United States Ambassador to Libya
- In office January 11, 2009 – May 15, 2012*
- President: George W. Bush Barack Obama
- Preceded by: Joseph Palmer II
- Succeeded by: J. Christopher Stevens

Personal details
- Born: Gene Allan Cretz April 20, 1950 (age 76) Albany, New York, U.S.
- Education: University of Rochester Buffalo State College Stony Brook University
- Joan Polaschik served as Chargé d’Affaires while the Tripoli embassy suspended operations from February 25, 2011 – September 22, 2011.;

= Gene A. Cretz =

American diplomat (born 1950)

Gene Allan Cretz (born April 20, 1950) is a career diplomat who retired from the Senior Foreign Service in 2015. Before retiring, he was the U.S. Ambassador to Ghana.

==Early life==
Cretz was born in Albany, New York, and attended Albany High School, graduating with the class of 1968. He subsequently taught there from 1977 to 1979. He received a bachelor's degree in English literature from the University of Rochester and a master's degree in linguistics and secondary education from Buffalo State College at Buffalo.

==Diplomatic postings==

Gene Cretz previously served in key diplomatic posts in Israel, Egypt and Syria.
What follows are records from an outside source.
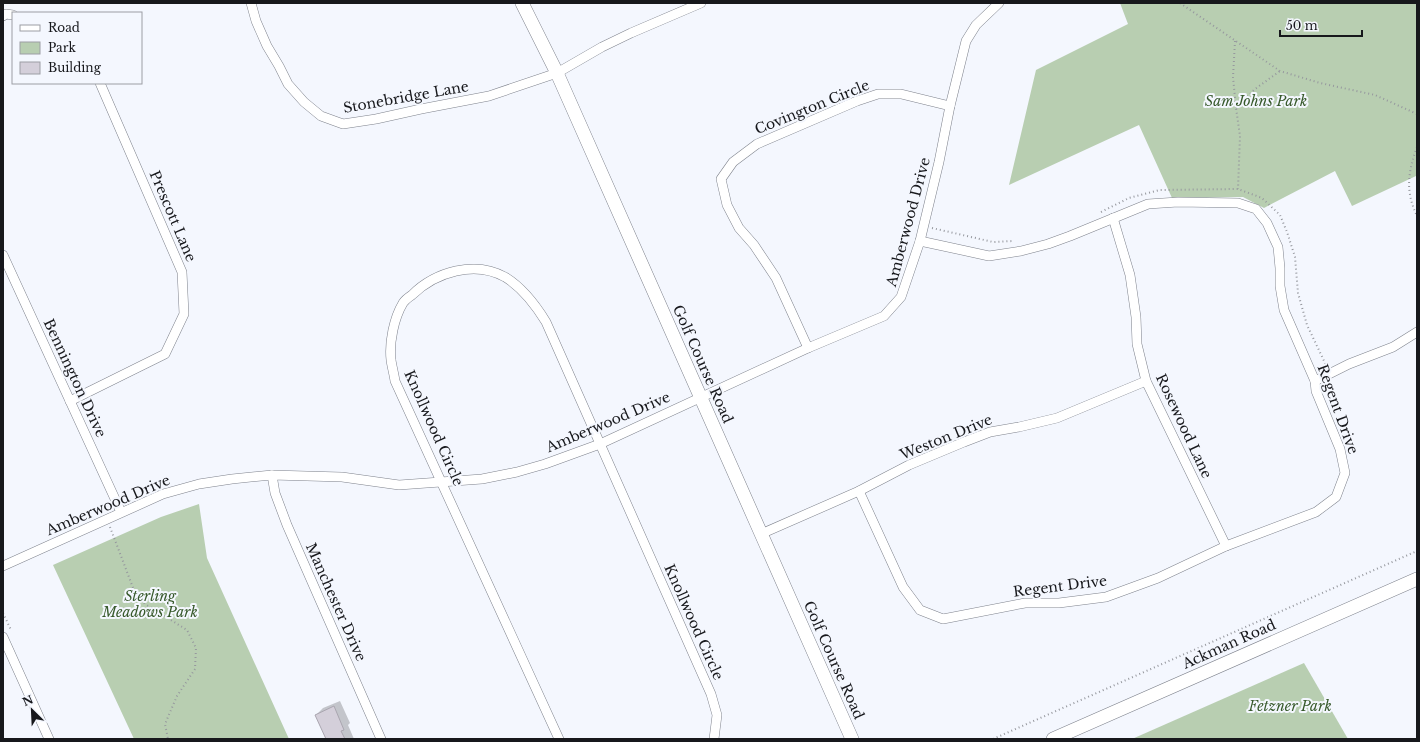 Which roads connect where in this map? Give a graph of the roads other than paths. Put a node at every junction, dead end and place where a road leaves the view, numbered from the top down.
1 (251, 3) edge
2 (522, 3) edge
3 (701, 3) edge
4 (999, 3) edge
5 (557, 73) junction
6 (100, 84) edge
7 (950, 106) junction
8 (1113, 218) junction
9 (920, 241) junction
10 (3, 255) edge
11 (1417, 332) edge
12 (808, 348) junction
13 (1315, 381) junction
14 (1146, 382) junction
15 (701, 398) junction
16 (70, 401) junction
17 (600, 444) junction
18 (272, 474) junction
19 (442, 482) junction
20 (859, 491) junction
21 (121, 512) junction
22 (761, 534) junction
23 (1226, 546) junction
24 (3, 566) edge
25 (1417, 579) edge
26 (3, 637) edge
27 (49, 739) edge
28 (381, 739) edge
29 (559, 739) edge
30 (714, 739) edge
31 (852, 739) edge
32 (1053, 739) edge

1 - 5 street, Stonebridge Lane
2 - 5 street, Golf Course Road
3 - 5 street, Stonebridge Lane
4 - 7 street, Amberwood Drive
5 - 15 street, Golf Course Road
6 - 16 street, Prescott Lane
7 - 9 street, Amberwood Drive
7 - 12 street, Covington Circle
8 - 9 street, Regent Drive
8 - 13 street, Regent Drive
8 - 14 street, Rosewood Lane
9 - 12 street, Amberwood Drive
10 - 16 street, Bennington Drive
11 - 13 street
12 - 15 street, Amberwood Drive
13 - 23 street, Regent Drive
14 - 20 street, Weston Drive
14 - 23 street, Rosewood Lane
15 - 17 street, Amberwood Drive
15 - 22 street, Golf Course Road
16 - 21 street, Bennington Drive
17 - 19 street, Amberwood Drive
17 - 19 street, Knollwood Circle
17 - 30 street, Knollwood Circle
18 - 19 street, Amberwood Drive
18 - 21 street, Amberwood Drive
18 - 28 street, Manchester Drive
19 - 29 street, Knollwood Circle
20 - 22 street, Weston Drive
20 - 23 street, Regent Drive
21 - 24 street, Amberwood Drive
22 - 31 street, Golf Course Road
25 - 32 street, Ackman Road
26 - 27 street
In addition to these postings, he has also been stationed in Pakistan, India, China, and in Washington D.C. Cretz was Christopher Stevens' immediate predecessor as U.S. ambassador to Libya. Prior to assuming his post in Libya, he was a Deputy Assistant Secretary of State for Near Eastern Affairs.

Before this, he was the first U.S. ambassador to Libya since 1972, after being nominated in July 2007 by President Bush. His nomination was confirmed by the US Senate on November 21, 2008. He was sworn in as U.S. ambassador to Libya by Secretary of State Condoleezza Rice on December 17, 2008, at the State Department. He arrived in Libya on December 27, 2008. Cretz speaks several languages, including Arabic, Dari, Urdu, and Chinese. President Barack Obama nominated him for the post to Ghana in April 2012. He was sworn in as the U.S. ambassador to Ghana by Secretary of State Hillary Rodham Clinton on September 11, 2012. He presented his credentials on October 8, 2012, and served until June 26, 2015.

From 2015 to 2019, Cretz was one of two representatives for the director of the Multinational Force & Observers (MFO). During this assignment, he resided in Tel Aviv, Israel.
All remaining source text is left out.